Репрезентация ЛГБТ в российском кино в 2020 году
Этот текст написан по материалам недавно проходившего в Сочи фестиваля «Кинотавр» и выпущенного примерно в то же время сериала «Игра на выживание». Несмотря на то, что сегодня над гей-парами нависла угроза ареста и лишения детей, рожденных суррогатными матерями, и на то, что TikTok по требованию российских властей удаляет ЛГБТ-контент («российские власти», похоже, прочитали нашу колонку о TikTok), консервативным тенденциям противостоят тенденции на увеличение разнообразия, на сопротивление, на усиление видимости. Российское кино, при всей своей консервативности, существует не в вакууме: оно конкурирует за внимание зрителей с западной аудиовизуальной продукцией, где изображение самых разных форм гендерных идентичностей уже давно не новость — поэтому некоторые подвижки были неизбежны. Но начнем издалека.

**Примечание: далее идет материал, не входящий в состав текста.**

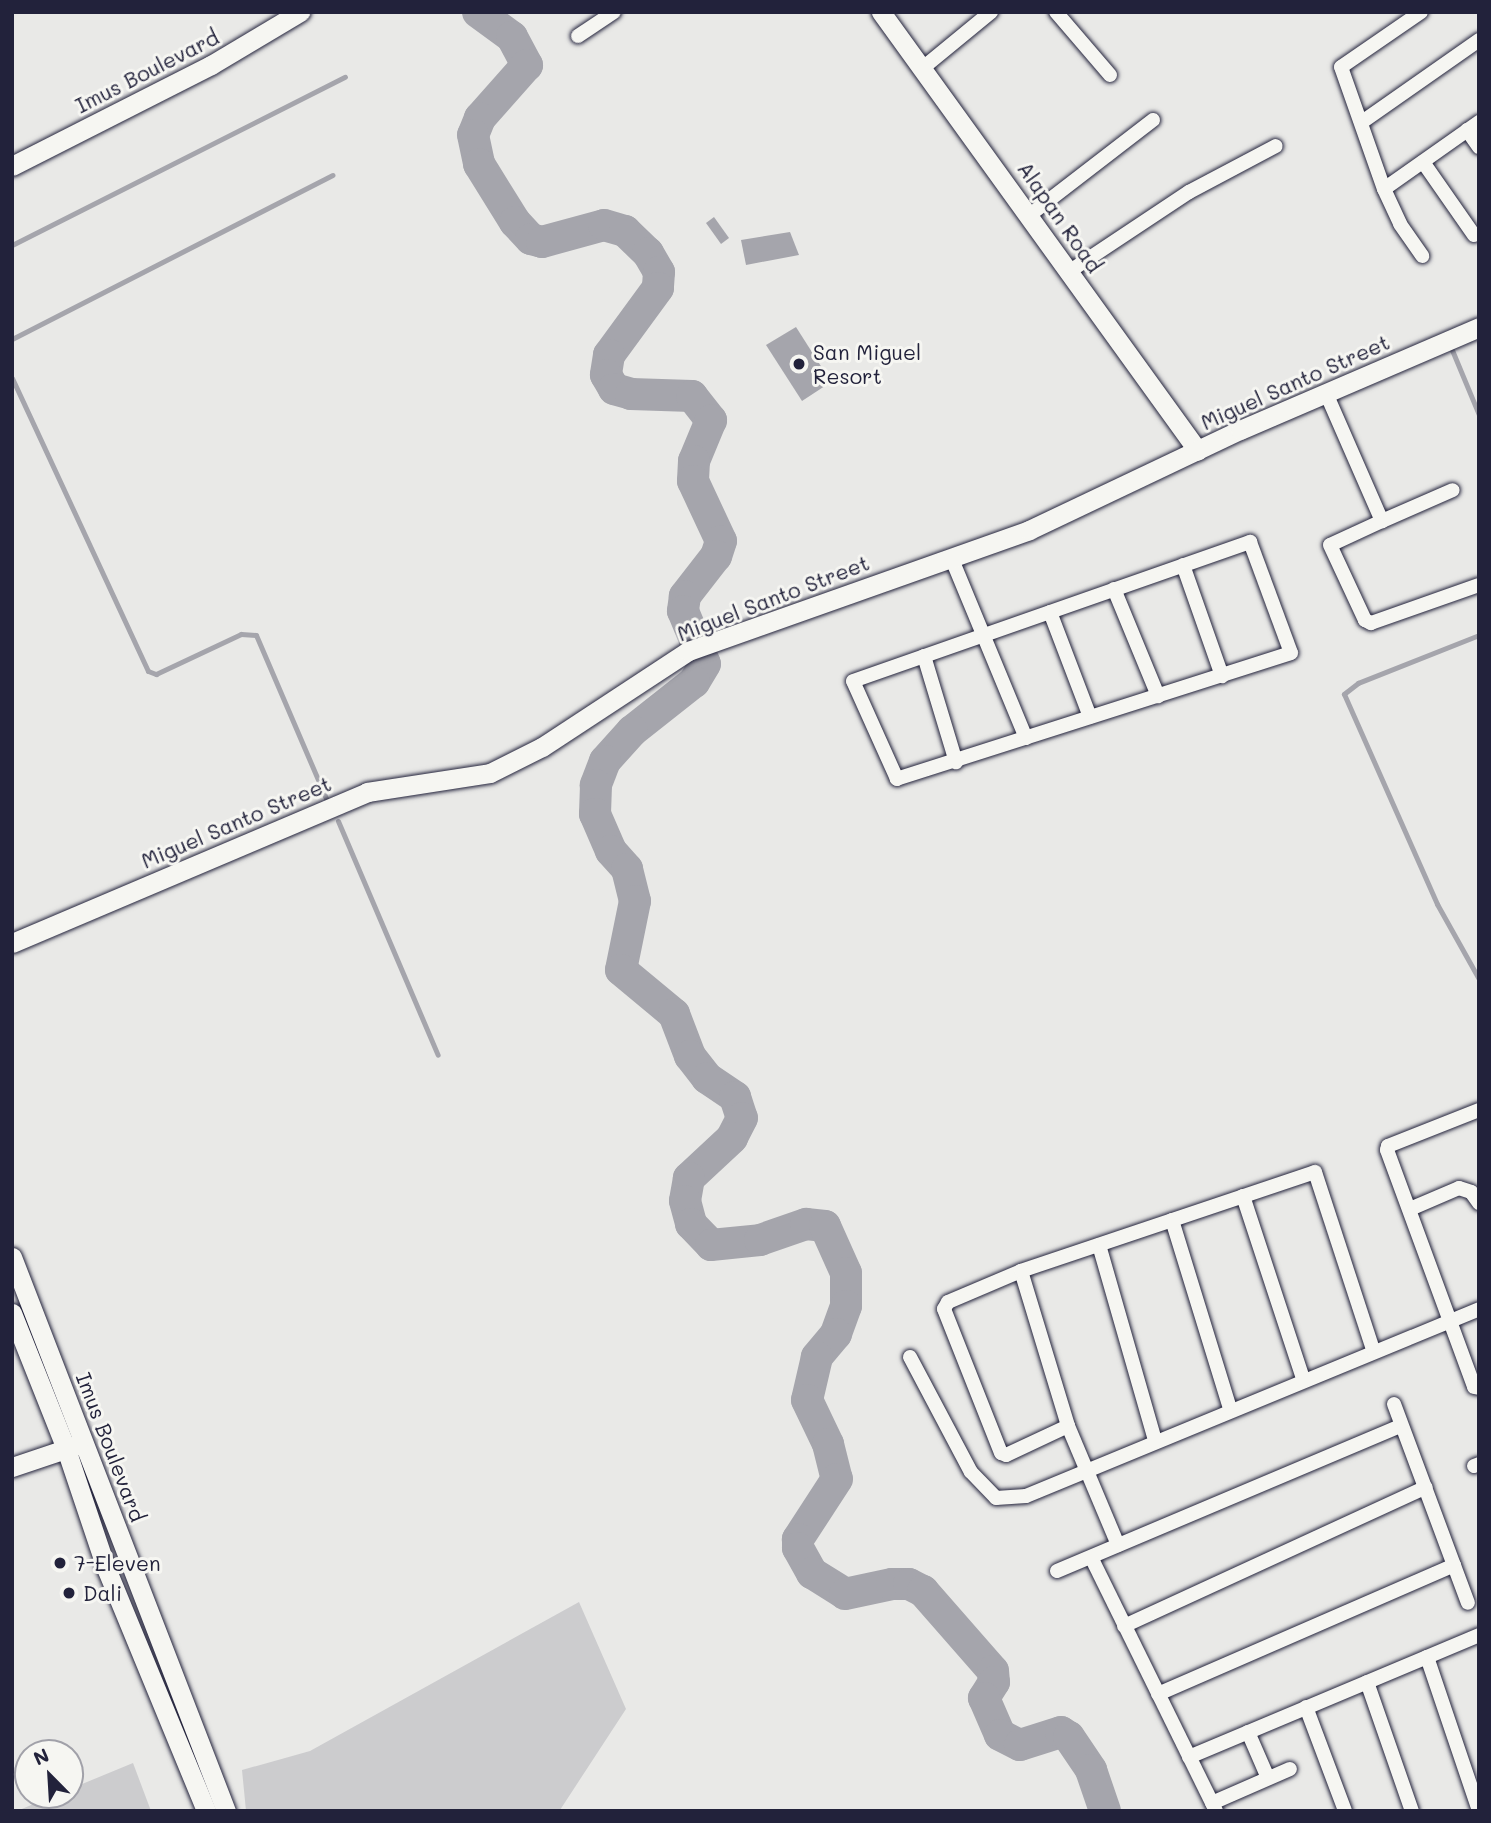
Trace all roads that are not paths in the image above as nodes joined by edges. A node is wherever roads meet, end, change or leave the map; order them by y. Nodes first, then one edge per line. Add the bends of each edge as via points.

Роман «Цена соли», который много десятилетий спустя Тодд Хейнс экранизировал под названием «Кэрол», был опубликован в 1952 году и разошелся тиражом около миллиона экземпляров. На имя писательницы — Клер Морган — в неделю поступали десятки писем, в которых читательницы благодарили за рассказ о близком им опыте: влюбленности женщины в женщину.

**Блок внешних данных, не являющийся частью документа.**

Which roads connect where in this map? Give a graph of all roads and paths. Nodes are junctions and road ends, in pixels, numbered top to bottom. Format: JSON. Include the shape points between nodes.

За псевдонимом «Клер Морган» скрывалась молодая, но уже известная Патриция Хайсмит — ее дебютный роман «Незнакомцы в поезде» только что экранизировал Хичкок, и литературный агент предупредил, что публикация лесбийской прозы под собственным именем убьет перспективную карьеру (даже в 1983-м году, когда писательнице предложили переиздать книгу за гонорар в 5 тыс. долларов под своим именем, она выбрала републикацию под псевдонимом за 2 тыс.). В истории любви разводящейся домохозяйки из верхушки среднего класса и молодой девушки пролетарского происхождения с артистическими амбициями не было почти ничего автобиографического — Хайсмит, подобно своей юной героине, недолго работала продавщицей в крупном универмаге, и прототипом старшей, Кэрол, стала женщина, на несколько минут заглянувшая за покупками.
Сама эта книга (недавно вышедшая в русском переводе), обстоятельства ее публикации, реакция на нее — свидетельство того, что фасад идеальной американской семьи с женой-домохозяйкой и мужем-добытчиком всегда был фанерным, и за этим фанерным фасадом кипели страсти, не находящие отражения ни в литературе, ни ни тем более в кино. С начала 1930-х фактически до конца 1960-х в Голливуде действовал Кодекс Хейса, по правилам которого гомосексуальная (как и межрасовая) связь, гомосексуальные персонажи или были невозможны на экране, или — позднее — могли быть показаны только в негативном ключе (Тодд Хейнс переосмыслял кино эпохи Кодекса и раньше, возвращая классическому Голливуду те пласты реальности, которые он вынужденно игнорировал: в 2002-м он снял в стилистике картин Дугласа Серка фильм «Вдали от рая», в котором муж-добытчик оказывался геем, а жена-домохозяйка сближалась с чернокожим садовником). Вот статья 2017 года, в которой говорится о долгой инерции сформированной тогда традиции, с которой американская киноидустрия продолжает бороться, в том числе и вводя новые инклюзивные правила: «Даже сегодня, более сорока лет спустя после конца Кодекса Хейса, ЛГБТ-персонажам редко позволяется существовать свободно и наслаждаться хэппи-эндом. Кодекс обрек ЛГБТ-персонажей на демонизацию и эксплуатацию — с 1930-х годов и до наших дней». Социальным изменениям последних нескольких лет не под силу в одночасье отменить вековые традиции; если, скажем, живопись, а вслед за ней и кино, веками смотрело на женщину глазами мужчины-художника, достаточно ли ввести концепцию female gaze, чтобы эта впитанная вместе с культурными кодами традиция в одночасье уступила место другой? Достаточно ли легализовать однополые партнерства для того, чтобы кино преодалело привычную традицию репрезентации?